Echoing a common theme from all of the U.S. agencies that have released their plans to create research data sharing policies to date, HHS notes that their policy development process will be an evolutionary one, and will be conducted in close, regular consultation with the research community. This approach is underscored by the use of terminology such as supporting “investigator initiated data management plans” throughout the document.
With the five agencies in different states of readiness, the Department’s strategy for proceeding with policy development is, by necessity, quite pragmatic. The first priority will be to conduct an assessment of data holding across the five agencies to develop a better understanding of the type and location of data under HHS’s purview. This will be followed by the implementation of a Department-wide “Enterprise Data Inventory,” that will be used as the catalogue for all HHS research data.

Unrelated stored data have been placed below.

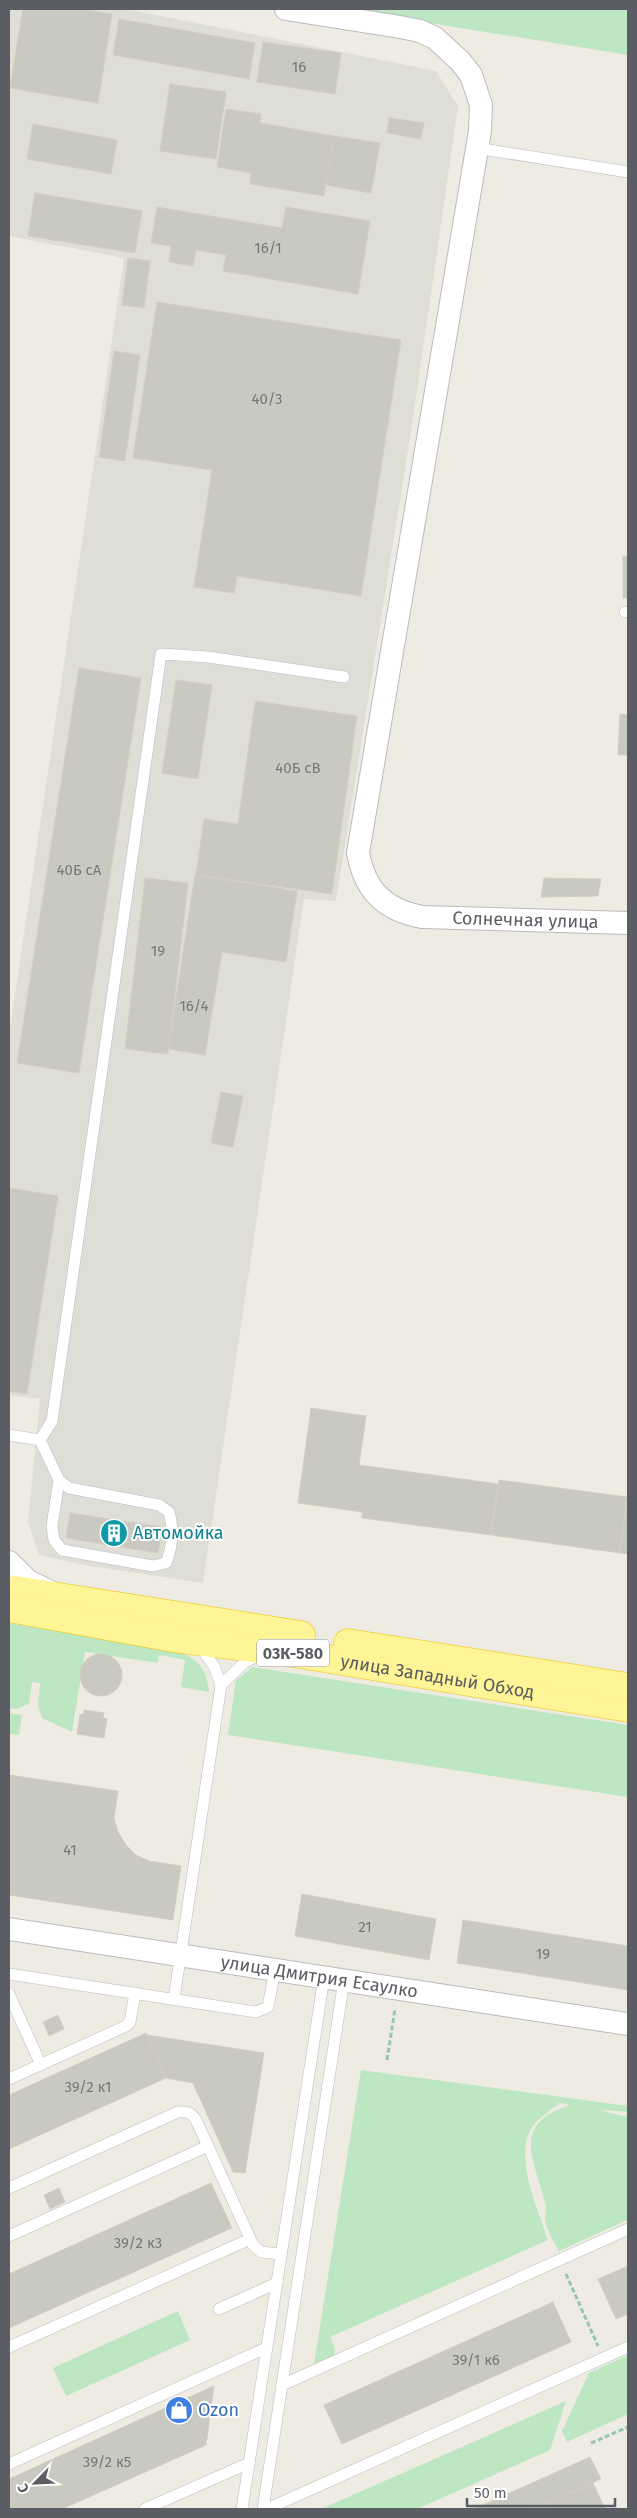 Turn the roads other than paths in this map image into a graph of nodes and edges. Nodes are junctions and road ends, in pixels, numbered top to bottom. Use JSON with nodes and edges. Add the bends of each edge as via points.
{"nodes":[{"id":1,"x":286,"y":9,"type":"edge"},
{"id":2,"x":476,"y":148,"type":"junction"},
{"id":3,"x":628,"y":172,"type":"edge"},
{"id":4,"x":344,"y":677,"type":"dead end"},
{"id":5,"x":628,"y":923,"type":"edge"},
{"id":6,"x":9,"y":1435,"type":"edge"},
{"id":7,"x":40,"y":1440,"type":"junction"},
{"id":8,"x":59,"y":1480,"type":"junction"},
{"id":9,"x":9,"y":1562,"type":"edge"},
{"id":10,"x":9,"y":1589,"type":"edge"},
{"id":11,"x":68,"y":1600,"type":"junction"},
{"id":12,"x":9,"y":1608,"type":"edge"},
{"id":13,"x":193,"y":1640,"type":"junction"},
{"id":14,"x":273,"y":1650,"type":"junction"},
{"id":15,"x":222,"y":1684,"type":"junction"},
{"id":16,"x":628,"y":1687,"type":"edge"},
{"id":17,"x":628,"y":1708,"type":"edge"},
{"id":18,"x":9,"y":1929,"type":"edge"},
{"id":19,"x":181,"y":1955,"type":"junction"},
{"id":20,"x":275,"y":1970,"type":"junction"},
{"id":21,"x":9,"y":1974,"type":"edge"},
{"id":22,"x":334,"y":1979,"type":"junction"},
{"id":23,"x":134,"y":1993,"type":"junction"},
{"id":24,"x":9,"y":1994,"type":"edge"},
{"id":25,"x":174,"y":1999,"type":"junction"},
{"id":26,"x":14,"y":2017,"type":"edge"},
{"id":27,"x":628,"y":2024,"type":"edge"},
{"id":28,"x":41,"y":2065,"type":"junction"},
{"id":29,"x":9,"y":2080,"type":"edge"},
{"id":30,"x":208,"y":2146,"type":"junction"},
{"id":31,"x":9,"y":2188,"type":"edge"},
{"id":32,"x":628,"y":2229,"type":"edge"},
{"id":33,"x":9,"y":2236,"type":"edge"},
{"id":34,"x":250,"y":2239,"type":"junction"},
{"id":35,"x":281,"y":2254,"type":"junction"},
{"id":36,"x":277,"y":2284,"type":"junction"},
{"id":37,"x":219,"y":2309,"type":"dead end"},
{"id":38,"x":9,"y":2347,"type":"edge"},
{"id":39,"x":628,"y":2347,"type":"edge"},
{"id":40,"x":266,"y":2348,"type":"junction"},
{"id":41,"x":282,"y":2385,"type":"junction"},
{"id":42,"x":249,"y":2463,"type":"junction"},
{"id":43,"x":9,"y":2464,"type":"edge"},
{"id":44,"x":145,"y":2509,"type":"edge"},
{"id":45,"x":242,"y":2509,"type":"edge"},
{"id":46,"x":263,"y":2509,"type":"edge"},
{"id":47,"x":267,"y":2509,"type":"edge"}],
"edges":[{"from":1,"to":2,"type":"street","name":"Солнечная улица","via":[[400,27],[435,38],[460,61],[477,88],[481,105]]},
{"from":2,"to":3,"type":"lane"},
{"from":2,"to":5,"type":"street","name":"Солнечная улица","via":[[358,853],[362,872],[372,890],[402,913],[422,917]]},
{"from":4,"to":7,"type":"lane","via":[[208,657],[161,654],[52,1421]]},
{"from":6,"to":7,"type":"lane"},
{"from":7,"to":8,"type":"lane"},
{"from":8,"to":8,"type":"lane","via":[[70,1488],[159,1505],[168,1512],[173,1528],[166,1563],[154,1566],[62,1550],[54,1540],[52,1526]]},
{"from":9,"to":11,"type":"street","via":[[28,1581]]},
{"from":10,"to":11,"type":"highway","name":"улица Западный Обход","number":"03К-580"},
{"from":11,"to":16,"type":"highway","name":"улица Западный Обход","number":"03К-580"},
{"from":12,"to":13,"type":"highway","name":"улица Западный Обход","number":"03К-580"},
{"from":13,"to":14,"type":"highway","name":"улица Западный Обход","number":"03К-580"},
{"from":13,"to":15,"type":"lane","via":[[203,1649]]},
{"from":14,"to":15,"type":"lane","via":[[244,1663]]},
{"from":14,"to":17,"type":"highway","name":"улица Западный Обход","number":"03К-580"},
{"from":15,"to":19,"type":"lane"},
{"from":18,"to":19,"type":"street","name":"улица Дмитрия Есаулко"},
{"from":19,"to":20,"type":"street","name":"улица Дмитрия Есаулко"},
{"from":19,"to":25,"type":"lane"},
{"from":20,"to":22,"type":"street","name":"улица Дмитрия Есаулко"},
{"from":20,"to":25,"type":"lane","via":[[268,2007],[263,2011]]},
{"from":21,"to":23,"type":"lane"},
{"from":22,"to":27,"type":"street","name":"улица Дмитрия Есаулко"},
{"from":22,"to":35,"type":"lane"},
{"from":22,"to":41,"type":"lane"},
{"from":23,"to":25,"type":"lane"},
{"from":23,"to":28,"type":"lane","via":[[130,2022],[126,2026]]},
{"from":24,"to":26,"type":"lane"},
{"from":26,"to":28,"type":"lane"},
{"from":28,"to":29,"type":"lane"},
{"from":30,"to":31,"type":"lane","via":[[193,2115],[178,2112]]},
{"from":30,"to":33,"type":"lane"},
{"from":30,"to":34,"type":"lane"},
{"from":32,"to":41,"type":"lane"},
{"from":34,"to":35,"type":"lane","via":[[256,2250]]},
{"from":34,"to":38,"type":"lane"},
{"from":35,"to":36,"type":"lane"},
{"from":36,"to":37,"type":"lane"},
{"from":36,"to":40,"type":"lane"},
{"from":39,"to":47,"type":"lane"},
{"from":40,"to":42,"type":"lane"},
{"from":40,"to":43,"type":"lane"},
{"from":41,"to":46,"type":"lane"},
{"from":42,"to":44,"type":"lane"},
{"from":42,"to":45,"type":"lane"}]}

This inventory will ultimately be accessible via the health.gov public platform., HHS will also focus on developing common metadata elements for research data across its agencies.
As noted earlier, HHS will require that all researchers develop data management plans, which represents a significant change for many of its agencies – several of which currently do not require such plans to be submitted. Additionally, data sharing, management, and archiving practices currently vary widely across the agencies, so the department also intends to develop best practices, and apply new common requirements for all data management plans.
Finally, HHS will take a page from the European Commission’s book, and utilize pilots in areas where technology is rapidly evolving, or where they feel they need additional experience in order to make sound management decisions. They point to areas such as optimizing attribution, use of digital object identifiers for research data, and alternate repository approaches as areas that are ripe for pilots.
Interestingly, as also noted by NASA in its plan, HHS indicates it will explore the development of a “research data commons” along with other departments and agencies – yet another indication that this idea appears to be gaining traction in the federal agency community.
The release of the HHS plan is a welcome signal of the strength of the momentum within the U.S. government to continue to steadily move towards the open sharing of the results of publicly funded research. In a letter accompanying the newly posted plan, HHS Secretary Sylvia Burwell noted:
“At an inflection point in history, we are well poised to strengthen our public access practices through modifying existing policies or creating new ones, and through leveraging existing platforms and tools in order to make sharing of federally funded research results a widespread practice for HHS funded researchers…Together we can accelerate the movement of science and research into the hands of as many as possible. American citizens deserve that and HHS intends to deliver on that promise.”
We in the SPARC community look forward to supporting HHS and its agencies as they work towards delivering on our common goals.